[Dataset entries]
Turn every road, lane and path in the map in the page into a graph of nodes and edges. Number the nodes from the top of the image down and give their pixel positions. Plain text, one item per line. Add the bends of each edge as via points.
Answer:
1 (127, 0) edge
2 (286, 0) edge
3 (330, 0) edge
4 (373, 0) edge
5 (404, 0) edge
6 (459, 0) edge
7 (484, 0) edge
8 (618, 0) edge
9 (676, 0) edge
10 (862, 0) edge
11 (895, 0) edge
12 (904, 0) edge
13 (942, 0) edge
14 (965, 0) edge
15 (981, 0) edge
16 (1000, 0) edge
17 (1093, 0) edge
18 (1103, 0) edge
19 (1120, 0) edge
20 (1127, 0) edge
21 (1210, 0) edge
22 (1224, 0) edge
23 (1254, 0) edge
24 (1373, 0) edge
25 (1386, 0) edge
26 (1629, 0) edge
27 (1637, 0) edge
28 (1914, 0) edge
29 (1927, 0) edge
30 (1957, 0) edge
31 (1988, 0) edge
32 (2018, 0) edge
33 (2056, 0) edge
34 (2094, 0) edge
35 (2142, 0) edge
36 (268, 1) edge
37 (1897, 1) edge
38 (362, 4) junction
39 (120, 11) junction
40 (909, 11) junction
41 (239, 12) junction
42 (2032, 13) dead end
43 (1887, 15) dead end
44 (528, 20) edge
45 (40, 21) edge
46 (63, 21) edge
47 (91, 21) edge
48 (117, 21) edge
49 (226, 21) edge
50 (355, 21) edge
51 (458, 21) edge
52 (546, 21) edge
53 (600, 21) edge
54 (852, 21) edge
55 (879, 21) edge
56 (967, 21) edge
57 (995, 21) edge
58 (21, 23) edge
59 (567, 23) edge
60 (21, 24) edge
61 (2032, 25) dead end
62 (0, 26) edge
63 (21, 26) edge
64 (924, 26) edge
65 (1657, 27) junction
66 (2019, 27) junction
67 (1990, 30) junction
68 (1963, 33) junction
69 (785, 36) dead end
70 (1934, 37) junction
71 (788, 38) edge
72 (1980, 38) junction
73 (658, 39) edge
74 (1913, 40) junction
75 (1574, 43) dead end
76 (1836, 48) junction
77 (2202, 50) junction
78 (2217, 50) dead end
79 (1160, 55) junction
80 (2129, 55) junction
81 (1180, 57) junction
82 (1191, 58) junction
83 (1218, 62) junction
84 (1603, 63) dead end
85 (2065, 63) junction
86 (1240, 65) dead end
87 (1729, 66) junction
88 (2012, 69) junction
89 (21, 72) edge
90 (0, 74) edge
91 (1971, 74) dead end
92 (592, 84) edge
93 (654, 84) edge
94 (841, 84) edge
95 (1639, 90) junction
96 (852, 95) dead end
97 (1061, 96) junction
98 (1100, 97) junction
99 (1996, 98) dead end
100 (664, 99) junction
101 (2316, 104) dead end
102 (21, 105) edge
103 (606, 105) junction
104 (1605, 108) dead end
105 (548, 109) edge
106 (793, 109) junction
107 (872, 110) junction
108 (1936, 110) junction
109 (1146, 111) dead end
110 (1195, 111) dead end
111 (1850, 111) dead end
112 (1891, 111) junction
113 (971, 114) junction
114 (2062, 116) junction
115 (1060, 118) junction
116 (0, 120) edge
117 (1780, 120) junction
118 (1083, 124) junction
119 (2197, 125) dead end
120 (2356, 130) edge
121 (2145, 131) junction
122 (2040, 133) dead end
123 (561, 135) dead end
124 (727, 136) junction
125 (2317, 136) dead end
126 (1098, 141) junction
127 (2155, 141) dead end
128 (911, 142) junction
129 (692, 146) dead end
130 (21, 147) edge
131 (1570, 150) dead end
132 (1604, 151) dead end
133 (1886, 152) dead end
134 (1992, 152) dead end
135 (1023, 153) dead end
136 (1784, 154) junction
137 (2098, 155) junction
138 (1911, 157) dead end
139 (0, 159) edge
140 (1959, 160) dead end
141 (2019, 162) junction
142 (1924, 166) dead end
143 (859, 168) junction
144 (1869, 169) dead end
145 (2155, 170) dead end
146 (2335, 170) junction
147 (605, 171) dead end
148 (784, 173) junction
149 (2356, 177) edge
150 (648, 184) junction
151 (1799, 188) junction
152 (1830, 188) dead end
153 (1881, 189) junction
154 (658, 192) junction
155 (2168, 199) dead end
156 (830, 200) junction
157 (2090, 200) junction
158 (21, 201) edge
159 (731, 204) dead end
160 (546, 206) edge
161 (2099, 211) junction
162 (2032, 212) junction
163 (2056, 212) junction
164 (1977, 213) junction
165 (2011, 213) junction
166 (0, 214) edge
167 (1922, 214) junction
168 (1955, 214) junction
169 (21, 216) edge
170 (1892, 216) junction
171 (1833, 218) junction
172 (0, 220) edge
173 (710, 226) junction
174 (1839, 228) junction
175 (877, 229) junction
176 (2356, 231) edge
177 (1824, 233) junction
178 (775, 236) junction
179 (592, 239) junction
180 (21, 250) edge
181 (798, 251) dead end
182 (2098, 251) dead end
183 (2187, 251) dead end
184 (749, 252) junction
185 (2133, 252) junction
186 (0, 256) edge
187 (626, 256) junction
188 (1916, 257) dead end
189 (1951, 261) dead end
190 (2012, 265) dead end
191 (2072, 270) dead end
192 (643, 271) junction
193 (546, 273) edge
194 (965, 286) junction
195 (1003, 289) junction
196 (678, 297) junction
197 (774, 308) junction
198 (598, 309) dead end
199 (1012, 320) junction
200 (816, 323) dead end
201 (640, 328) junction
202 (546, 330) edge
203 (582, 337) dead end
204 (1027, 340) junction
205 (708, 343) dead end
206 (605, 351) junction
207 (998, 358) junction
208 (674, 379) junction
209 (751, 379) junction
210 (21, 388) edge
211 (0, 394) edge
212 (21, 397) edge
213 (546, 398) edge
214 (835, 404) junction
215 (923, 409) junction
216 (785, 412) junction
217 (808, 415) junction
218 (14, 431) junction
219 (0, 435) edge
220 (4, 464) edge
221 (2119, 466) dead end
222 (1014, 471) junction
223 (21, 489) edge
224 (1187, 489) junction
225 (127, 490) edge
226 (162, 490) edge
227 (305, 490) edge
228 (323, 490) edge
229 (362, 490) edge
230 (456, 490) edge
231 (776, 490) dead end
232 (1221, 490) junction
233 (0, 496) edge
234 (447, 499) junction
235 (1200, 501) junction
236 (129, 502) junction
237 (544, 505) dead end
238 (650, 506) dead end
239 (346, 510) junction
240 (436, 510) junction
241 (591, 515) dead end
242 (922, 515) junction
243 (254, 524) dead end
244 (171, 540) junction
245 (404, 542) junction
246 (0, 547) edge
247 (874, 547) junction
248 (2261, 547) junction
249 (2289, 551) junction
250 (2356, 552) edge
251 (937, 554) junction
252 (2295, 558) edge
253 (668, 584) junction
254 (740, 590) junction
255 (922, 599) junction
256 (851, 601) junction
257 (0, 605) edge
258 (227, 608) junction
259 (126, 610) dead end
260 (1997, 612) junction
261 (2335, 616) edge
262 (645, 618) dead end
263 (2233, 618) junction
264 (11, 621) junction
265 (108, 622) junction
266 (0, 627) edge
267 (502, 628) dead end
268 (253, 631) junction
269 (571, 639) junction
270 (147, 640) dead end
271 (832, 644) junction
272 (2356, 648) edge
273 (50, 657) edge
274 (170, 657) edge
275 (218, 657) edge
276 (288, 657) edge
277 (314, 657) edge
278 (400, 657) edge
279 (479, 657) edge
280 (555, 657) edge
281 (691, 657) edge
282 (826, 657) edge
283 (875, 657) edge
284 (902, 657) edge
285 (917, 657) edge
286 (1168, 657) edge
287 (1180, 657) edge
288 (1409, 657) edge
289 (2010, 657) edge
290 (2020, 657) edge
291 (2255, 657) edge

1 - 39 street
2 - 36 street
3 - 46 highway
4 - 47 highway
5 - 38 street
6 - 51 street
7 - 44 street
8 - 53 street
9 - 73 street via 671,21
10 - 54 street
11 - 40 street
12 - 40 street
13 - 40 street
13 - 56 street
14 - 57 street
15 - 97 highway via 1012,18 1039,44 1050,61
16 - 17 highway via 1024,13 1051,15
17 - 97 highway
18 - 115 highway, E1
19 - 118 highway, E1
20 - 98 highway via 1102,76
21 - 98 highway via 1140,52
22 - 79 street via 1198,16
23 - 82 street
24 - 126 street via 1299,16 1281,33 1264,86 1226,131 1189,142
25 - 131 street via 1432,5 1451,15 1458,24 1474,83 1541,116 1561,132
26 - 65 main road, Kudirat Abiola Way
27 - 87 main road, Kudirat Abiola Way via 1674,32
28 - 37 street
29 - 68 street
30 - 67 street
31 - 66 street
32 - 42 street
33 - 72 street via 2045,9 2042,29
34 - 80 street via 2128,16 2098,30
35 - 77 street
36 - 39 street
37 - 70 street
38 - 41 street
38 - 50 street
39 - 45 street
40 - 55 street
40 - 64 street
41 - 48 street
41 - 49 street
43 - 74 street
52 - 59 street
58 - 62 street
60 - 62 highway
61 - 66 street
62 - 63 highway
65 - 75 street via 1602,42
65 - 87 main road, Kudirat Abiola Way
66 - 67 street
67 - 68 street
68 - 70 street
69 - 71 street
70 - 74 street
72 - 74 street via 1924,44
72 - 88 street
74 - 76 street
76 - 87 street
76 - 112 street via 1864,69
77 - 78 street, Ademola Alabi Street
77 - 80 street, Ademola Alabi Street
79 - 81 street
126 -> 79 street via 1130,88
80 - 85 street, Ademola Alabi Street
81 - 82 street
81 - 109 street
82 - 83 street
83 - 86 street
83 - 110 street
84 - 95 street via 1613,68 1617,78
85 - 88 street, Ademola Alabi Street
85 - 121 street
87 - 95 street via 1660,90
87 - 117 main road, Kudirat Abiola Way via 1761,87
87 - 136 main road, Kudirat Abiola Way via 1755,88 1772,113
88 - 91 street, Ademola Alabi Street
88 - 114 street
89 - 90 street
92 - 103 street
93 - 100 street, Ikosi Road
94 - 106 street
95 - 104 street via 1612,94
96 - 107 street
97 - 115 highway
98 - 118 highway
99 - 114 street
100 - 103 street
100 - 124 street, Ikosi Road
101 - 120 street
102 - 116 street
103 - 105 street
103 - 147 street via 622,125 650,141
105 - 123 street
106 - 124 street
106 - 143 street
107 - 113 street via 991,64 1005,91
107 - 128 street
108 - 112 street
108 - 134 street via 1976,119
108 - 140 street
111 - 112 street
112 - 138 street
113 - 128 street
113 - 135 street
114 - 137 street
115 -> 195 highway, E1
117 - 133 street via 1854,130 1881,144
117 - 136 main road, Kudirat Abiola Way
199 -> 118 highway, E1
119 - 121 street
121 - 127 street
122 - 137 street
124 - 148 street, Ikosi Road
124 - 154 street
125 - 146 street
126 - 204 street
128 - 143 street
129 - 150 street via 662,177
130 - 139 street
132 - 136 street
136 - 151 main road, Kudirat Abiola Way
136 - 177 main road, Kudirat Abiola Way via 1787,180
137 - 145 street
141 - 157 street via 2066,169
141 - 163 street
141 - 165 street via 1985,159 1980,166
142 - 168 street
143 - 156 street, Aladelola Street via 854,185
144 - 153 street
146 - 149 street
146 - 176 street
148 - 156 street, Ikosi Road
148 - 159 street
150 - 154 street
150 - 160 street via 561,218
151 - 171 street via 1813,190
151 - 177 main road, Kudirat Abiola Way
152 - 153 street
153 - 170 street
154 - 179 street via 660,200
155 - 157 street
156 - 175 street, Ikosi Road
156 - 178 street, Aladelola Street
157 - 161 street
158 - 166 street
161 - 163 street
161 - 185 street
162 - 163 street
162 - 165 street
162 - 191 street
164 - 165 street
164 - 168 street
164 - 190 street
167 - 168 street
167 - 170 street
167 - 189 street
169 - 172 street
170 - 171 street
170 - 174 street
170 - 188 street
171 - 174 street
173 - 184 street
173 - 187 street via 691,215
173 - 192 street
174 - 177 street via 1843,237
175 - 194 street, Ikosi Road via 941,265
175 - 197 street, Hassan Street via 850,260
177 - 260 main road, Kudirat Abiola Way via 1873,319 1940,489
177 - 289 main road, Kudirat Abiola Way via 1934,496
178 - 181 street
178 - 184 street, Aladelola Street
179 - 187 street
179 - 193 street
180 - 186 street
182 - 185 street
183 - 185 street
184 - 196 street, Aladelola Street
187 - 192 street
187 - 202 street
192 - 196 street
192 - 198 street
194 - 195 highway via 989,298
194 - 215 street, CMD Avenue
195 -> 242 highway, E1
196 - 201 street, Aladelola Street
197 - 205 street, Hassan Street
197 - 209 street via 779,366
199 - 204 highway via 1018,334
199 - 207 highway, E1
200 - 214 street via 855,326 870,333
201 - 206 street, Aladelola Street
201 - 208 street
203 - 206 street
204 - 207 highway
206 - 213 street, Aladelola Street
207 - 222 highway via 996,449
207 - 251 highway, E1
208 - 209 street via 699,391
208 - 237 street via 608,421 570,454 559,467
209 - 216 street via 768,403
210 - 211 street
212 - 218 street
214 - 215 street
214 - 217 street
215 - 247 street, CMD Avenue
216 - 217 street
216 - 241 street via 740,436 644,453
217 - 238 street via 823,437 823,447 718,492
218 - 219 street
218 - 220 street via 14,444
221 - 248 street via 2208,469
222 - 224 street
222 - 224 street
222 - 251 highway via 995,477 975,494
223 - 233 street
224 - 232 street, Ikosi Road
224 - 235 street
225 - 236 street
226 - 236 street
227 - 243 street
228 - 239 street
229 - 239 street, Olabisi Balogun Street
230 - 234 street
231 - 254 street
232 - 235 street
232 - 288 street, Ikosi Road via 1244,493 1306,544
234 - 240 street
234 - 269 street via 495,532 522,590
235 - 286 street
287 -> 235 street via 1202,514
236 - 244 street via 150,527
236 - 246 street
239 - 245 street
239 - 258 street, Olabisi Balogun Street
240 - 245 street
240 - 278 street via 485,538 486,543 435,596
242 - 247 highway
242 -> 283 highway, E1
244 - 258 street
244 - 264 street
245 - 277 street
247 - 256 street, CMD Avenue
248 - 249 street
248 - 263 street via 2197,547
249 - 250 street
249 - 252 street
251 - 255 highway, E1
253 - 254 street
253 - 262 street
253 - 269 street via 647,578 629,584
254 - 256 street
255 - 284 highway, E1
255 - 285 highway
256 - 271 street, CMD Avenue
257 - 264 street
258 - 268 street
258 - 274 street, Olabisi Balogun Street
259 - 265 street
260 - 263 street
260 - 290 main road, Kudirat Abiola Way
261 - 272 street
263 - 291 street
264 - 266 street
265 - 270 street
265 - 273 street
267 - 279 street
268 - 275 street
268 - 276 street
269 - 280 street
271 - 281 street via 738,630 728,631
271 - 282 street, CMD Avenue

▶ **Problem**: Among the lines of the data, which ones contain the word "Alabi"? Show them.

▶ **Solution**:
77 - 78 street, Ademola Alabi Street
77 - 80 street, Ademola Alabi Street
80 - 85 street, Ademola Alabi Street
85 - 88 street, Ademola Alabi Street
88 - 91 street, Ademola Alabi Street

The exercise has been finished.